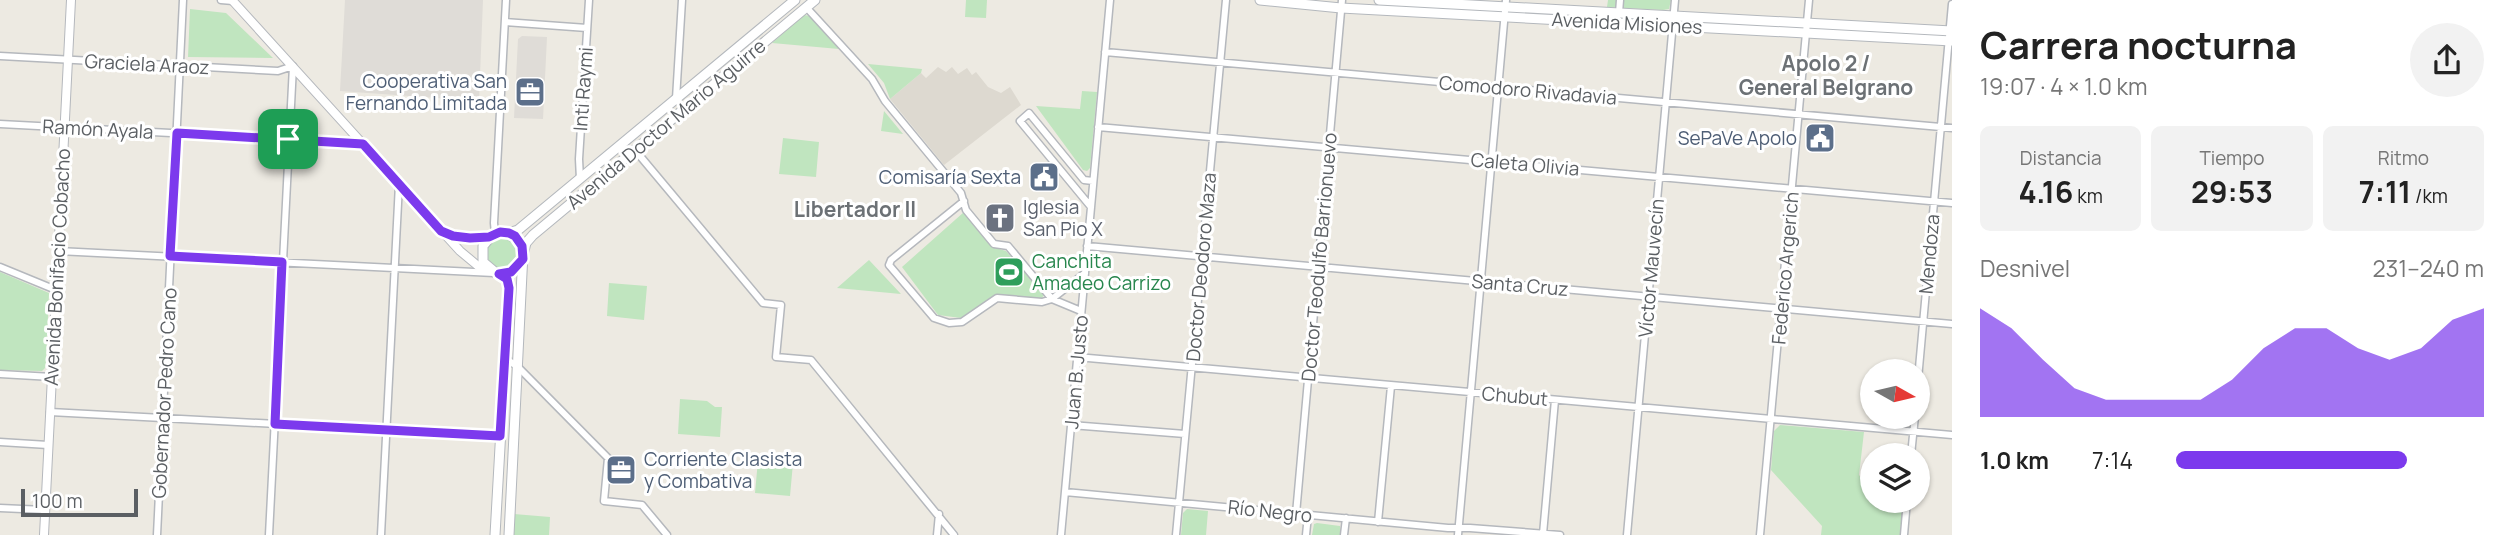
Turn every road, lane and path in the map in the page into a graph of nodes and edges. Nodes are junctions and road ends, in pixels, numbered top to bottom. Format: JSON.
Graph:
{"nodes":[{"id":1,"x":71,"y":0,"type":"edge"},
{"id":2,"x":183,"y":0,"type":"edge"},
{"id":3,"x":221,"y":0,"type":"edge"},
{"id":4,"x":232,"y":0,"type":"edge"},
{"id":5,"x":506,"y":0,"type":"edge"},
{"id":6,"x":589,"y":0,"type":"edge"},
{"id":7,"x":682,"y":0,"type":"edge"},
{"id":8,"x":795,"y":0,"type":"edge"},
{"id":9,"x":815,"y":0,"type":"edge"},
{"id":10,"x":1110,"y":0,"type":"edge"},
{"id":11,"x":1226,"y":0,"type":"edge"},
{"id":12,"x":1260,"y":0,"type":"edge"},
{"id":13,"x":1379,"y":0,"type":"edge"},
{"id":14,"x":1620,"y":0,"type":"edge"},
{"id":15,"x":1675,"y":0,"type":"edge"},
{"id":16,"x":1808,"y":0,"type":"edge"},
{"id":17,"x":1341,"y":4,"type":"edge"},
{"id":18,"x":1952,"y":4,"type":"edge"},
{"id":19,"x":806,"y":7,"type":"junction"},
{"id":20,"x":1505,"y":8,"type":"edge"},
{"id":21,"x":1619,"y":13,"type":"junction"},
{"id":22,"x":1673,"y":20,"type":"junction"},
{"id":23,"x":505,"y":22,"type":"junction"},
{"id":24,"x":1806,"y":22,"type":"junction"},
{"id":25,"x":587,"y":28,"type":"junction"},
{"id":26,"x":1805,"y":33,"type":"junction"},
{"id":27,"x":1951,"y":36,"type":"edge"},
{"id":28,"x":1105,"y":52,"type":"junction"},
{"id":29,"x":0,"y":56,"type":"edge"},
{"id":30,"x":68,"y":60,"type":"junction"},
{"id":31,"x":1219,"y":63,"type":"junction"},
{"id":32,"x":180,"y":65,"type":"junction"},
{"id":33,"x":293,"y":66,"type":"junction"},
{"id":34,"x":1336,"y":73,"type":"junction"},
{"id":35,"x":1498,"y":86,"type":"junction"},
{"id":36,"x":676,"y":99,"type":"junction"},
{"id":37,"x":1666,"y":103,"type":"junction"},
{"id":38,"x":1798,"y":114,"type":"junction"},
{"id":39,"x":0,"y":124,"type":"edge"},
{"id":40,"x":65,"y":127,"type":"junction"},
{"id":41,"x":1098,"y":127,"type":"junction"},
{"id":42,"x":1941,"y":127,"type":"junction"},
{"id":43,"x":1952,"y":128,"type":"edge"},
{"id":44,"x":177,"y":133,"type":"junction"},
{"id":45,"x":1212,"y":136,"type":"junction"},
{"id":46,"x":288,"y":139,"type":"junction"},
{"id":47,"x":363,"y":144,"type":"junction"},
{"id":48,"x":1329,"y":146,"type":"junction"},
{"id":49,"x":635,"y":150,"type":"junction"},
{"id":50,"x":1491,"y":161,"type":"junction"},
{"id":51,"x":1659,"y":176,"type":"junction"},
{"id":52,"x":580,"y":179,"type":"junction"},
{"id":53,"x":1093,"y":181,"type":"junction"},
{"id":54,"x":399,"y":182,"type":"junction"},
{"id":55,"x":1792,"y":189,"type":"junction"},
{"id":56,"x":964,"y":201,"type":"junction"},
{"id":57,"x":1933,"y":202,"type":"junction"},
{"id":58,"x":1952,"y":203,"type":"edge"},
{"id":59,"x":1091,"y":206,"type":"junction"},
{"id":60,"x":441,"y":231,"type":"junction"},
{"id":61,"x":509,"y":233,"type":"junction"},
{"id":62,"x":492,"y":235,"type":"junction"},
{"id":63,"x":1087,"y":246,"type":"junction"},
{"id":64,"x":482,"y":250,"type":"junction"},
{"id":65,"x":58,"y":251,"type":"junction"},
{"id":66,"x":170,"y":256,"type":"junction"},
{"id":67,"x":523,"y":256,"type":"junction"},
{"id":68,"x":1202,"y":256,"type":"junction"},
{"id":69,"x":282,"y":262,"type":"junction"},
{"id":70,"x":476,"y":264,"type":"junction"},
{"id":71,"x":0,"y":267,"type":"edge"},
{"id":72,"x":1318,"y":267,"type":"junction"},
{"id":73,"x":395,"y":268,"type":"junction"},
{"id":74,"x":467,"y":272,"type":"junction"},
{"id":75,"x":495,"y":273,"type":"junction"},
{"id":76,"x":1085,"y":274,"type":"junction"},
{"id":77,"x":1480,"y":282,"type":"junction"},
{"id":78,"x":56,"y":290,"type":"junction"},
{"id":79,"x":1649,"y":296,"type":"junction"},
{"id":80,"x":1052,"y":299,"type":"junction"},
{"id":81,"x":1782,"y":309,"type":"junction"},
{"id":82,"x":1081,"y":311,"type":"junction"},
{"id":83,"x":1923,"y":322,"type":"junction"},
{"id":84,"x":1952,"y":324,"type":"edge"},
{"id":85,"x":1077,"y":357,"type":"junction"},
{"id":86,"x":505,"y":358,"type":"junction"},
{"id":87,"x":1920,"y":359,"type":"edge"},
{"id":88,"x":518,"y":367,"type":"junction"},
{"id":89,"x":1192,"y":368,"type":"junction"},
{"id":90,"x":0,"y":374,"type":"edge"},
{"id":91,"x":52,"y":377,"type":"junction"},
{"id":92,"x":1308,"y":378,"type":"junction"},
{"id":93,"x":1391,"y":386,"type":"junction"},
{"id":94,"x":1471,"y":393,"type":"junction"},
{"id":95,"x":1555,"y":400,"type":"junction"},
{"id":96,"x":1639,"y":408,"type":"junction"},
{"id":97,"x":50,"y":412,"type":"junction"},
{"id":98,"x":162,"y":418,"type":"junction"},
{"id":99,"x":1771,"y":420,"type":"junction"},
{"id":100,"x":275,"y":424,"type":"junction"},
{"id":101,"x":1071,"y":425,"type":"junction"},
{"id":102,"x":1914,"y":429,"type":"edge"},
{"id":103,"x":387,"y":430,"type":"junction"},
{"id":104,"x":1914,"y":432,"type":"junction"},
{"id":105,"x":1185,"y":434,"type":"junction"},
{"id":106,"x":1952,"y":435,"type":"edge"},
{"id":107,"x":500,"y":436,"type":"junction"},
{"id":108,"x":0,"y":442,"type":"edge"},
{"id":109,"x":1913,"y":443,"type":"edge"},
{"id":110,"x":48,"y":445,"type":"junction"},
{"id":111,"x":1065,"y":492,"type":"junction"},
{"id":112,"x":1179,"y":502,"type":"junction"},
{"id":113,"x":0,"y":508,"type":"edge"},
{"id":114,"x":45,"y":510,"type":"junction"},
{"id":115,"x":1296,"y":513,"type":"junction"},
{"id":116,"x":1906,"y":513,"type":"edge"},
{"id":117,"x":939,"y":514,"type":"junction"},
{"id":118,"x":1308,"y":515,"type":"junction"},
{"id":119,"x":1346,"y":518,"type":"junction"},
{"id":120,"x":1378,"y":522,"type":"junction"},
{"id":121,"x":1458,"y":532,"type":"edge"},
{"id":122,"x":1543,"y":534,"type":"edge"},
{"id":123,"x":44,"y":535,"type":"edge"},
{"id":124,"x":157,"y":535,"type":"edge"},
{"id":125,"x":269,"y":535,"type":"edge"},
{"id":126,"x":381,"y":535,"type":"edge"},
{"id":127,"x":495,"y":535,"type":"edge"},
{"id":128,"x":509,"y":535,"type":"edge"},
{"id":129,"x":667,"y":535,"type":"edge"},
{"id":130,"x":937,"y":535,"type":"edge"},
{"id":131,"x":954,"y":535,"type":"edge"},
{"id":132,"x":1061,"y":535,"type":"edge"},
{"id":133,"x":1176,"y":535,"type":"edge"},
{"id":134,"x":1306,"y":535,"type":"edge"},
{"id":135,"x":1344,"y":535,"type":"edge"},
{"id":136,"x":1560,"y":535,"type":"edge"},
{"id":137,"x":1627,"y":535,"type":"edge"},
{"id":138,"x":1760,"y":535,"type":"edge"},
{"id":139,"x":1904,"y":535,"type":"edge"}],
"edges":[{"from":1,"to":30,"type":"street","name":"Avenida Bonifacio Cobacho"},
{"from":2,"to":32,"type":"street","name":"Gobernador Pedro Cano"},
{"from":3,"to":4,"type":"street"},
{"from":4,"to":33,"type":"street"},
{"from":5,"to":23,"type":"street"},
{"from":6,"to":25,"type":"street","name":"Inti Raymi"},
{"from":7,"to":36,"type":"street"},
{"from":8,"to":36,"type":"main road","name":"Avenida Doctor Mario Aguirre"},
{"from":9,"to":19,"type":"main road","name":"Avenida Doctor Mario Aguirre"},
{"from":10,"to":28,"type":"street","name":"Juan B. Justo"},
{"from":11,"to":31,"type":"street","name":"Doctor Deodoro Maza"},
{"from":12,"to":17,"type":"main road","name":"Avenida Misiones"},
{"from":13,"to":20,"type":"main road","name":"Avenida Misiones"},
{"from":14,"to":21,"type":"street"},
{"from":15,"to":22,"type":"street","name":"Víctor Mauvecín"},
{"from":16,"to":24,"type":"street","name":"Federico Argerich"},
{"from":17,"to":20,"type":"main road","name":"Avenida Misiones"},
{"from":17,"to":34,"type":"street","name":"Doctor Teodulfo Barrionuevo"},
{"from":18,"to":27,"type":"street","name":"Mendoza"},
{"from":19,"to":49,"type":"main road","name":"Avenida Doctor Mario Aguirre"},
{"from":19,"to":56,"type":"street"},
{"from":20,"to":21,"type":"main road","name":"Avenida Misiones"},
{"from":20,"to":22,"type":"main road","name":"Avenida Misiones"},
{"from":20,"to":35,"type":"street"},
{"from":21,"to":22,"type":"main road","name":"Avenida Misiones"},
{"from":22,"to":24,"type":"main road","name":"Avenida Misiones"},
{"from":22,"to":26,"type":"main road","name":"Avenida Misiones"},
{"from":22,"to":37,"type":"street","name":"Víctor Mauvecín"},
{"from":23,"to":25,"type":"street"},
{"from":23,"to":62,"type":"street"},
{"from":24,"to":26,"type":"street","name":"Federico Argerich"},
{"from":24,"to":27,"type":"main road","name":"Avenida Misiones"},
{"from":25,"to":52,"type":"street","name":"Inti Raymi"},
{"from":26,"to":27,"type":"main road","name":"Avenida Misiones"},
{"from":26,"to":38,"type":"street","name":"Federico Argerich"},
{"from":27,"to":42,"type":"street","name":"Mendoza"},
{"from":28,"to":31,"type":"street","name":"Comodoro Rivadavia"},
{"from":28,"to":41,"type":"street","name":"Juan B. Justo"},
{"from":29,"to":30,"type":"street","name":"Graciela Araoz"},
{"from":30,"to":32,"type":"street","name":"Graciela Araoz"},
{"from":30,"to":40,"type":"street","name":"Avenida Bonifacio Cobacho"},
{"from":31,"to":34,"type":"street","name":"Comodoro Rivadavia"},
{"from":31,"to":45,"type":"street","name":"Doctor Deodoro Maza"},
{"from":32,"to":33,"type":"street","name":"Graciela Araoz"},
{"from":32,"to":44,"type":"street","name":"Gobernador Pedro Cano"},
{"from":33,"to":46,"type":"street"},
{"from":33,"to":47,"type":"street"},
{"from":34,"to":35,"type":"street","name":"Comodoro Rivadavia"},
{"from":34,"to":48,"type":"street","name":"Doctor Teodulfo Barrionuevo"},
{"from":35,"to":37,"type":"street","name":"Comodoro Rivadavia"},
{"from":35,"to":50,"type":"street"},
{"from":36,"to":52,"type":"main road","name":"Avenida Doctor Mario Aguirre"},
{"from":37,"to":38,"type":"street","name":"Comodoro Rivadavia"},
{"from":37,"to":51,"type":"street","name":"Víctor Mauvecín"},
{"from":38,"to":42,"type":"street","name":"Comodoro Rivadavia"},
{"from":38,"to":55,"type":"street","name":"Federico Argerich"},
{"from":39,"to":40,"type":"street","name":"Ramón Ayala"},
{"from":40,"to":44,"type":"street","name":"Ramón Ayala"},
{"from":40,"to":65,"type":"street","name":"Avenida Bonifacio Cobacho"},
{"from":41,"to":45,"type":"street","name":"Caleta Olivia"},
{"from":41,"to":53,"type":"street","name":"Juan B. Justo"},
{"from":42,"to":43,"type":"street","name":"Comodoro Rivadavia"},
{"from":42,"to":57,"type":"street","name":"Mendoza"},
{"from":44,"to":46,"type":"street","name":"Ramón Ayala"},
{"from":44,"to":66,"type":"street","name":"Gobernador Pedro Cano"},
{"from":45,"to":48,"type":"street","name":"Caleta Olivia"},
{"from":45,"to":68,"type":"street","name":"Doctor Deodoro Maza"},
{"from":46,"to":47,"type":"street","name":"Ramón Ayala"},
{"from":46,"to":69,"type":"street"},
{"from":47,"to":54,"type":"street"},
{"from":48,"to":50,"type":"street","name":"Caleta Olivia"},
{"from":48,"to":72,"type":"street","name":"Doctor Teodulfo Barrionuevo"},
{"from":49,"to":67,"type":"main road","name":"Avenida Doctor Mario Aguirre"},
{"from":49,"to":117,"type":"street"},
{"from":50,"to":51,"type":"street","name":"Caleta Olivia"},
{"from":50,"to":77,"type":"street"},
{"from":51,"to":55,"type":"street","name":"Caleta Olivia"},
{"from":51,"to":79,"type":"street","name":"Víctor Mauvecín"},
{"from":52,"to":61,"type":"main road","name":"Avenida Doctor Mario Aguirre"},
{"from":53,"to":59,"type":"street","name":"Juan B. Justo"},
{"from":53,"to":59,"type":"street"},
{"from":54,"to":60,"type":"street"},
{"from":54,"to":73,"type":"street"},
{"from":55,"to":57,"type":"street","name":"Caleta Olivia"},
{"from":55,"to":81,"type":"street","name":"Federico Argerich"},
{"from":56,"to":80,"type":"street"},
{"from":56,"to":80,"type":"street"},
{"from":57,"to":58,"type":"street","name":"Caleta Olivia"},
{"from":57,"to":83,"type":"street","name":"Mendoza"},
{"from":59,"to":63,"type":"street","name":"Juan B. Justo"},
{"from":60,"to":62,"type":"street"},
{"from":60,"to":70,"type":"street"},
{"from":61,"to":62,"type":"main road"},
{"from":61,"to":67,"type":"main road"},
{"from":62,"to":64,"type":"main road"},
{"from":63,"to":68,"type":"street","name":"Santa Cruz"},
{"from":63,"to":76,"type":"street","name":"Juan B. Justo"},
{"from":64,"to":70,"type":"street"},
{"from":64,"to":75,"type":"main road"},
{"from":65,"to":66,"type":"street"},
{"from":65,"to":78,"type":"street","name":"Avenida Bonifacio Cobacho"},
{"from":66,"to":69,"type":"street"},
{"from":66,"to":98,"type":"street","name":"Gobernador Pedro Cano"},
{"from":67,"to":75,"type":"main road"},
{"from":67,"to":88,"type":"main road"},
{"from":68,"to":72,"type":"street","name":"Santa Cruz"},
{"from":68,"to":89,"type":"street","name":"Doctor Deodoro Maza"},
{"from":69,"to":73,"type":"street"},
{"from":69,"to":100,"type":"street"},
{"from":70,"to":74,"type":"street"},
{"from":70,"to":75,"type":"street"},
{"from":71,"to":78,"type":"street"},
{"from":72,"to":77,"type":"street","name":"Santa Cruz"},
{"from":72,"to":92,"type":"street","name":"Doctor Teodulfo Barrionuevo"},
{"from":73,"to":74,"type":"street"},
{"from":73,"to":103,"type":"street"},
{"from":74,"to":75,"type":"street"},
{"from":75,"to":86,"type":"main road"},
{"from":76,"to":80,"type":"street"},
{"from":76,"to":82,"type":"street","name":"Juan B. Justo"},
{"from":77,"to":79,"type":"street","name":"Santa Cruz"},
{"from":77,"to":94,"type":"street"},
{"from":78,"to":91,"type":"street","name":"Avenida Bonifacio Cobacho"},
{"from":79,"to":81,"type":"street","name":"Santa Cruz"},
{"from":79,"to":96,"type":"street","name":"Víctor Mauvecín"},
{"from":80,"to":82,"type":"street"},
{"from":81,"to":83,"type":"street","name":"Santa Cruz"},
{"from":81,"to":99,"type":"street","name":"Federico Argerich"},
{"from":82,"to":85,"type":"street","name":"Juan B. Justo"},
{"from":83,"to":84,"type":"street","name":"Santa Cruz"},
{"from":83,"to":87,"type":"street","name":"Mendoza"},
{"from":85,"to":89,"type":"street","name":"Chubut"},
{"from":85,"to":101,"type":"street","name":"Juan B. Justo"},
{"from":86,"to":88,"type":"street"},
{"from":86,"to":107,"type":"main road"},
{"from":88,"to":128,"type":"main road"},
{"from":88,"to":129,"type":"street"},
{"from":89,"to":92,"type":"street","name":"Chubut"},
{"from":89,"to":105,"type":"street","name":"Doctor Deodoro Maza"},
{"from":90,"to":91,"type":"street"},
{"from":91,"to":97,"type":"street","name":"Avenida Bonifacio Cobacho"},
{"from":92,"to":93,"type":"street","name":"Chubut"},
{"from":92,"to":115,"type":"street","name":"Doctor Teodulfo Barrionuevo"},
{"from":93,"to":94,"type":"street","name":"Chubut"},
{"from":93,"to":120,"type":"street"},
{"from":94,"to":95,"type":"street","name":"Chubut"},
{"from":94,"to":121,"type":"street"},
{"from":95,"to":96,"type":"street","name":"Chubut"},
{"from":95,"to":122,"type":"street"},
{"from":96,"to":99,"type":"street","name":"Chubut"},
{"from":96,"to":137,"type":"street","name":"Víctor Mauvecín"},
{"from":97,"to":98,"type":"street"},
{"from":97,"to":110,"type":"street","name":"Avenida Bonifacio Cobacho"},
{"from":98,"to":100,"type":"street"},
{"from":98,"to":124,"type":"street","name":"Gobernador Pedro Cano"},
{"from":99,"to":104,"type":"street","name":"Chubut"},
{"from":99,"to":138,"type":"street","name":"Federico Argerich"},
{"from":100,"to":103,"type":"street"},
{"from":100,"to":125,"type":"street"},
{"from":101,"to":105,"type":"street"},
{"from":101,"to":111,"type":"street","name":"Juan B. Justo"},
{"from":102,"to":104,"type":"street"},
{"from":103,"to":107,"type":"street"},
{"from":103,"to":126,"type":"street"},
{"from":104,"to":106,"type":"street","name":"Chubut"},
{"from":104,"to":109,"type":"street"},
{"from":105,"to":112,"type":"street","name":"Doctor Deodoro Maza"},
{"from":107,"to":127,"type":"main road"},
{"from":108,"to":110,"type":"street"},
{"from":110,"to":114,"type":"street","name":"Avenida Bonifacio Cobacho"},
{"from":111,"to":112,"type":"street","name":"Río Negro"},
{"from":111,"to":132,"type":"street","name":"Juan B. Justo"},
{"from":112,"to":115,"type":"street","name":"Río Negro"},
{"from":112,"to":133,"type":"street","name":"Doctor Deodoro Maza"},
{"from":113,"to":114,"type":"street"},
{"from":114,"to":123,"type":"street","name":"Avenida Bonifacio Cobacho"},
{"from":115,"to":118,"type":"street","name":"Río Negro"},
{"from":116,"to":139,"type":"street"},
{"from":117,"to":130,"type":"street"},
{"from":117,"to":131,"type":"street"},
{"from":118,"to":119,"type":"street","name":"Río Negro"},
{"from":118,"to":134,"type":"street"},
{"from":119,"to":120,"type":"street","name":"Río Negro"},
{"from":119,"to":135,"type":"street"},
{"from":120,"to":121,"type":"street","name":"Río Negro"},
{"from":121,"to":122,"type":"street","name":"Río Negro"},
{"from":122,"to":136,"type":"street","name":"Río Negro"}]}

+-------+

Copy every line above in which the string "Santa" shows up.

Answer box ::
{"from":63,"to":68,"type":"street","name":"Santa Cruz"},
{"from":68,"to":72,"type":"street","name":"Santa Cruz"},
{"from":72,"to":77,"type":"street","name":"Santa Cruz"},
{"from":77,"to":79,"type":"street","name":"Santa Cruz"},
{"from":79,"to":81,"type":"street","name":"Santa Cruz"},
{"from":81,"to":83,"type":"street","name":"Santa Cruz"},
{"from":83,"to":84,"type":"street","name":"Santa Cruz"},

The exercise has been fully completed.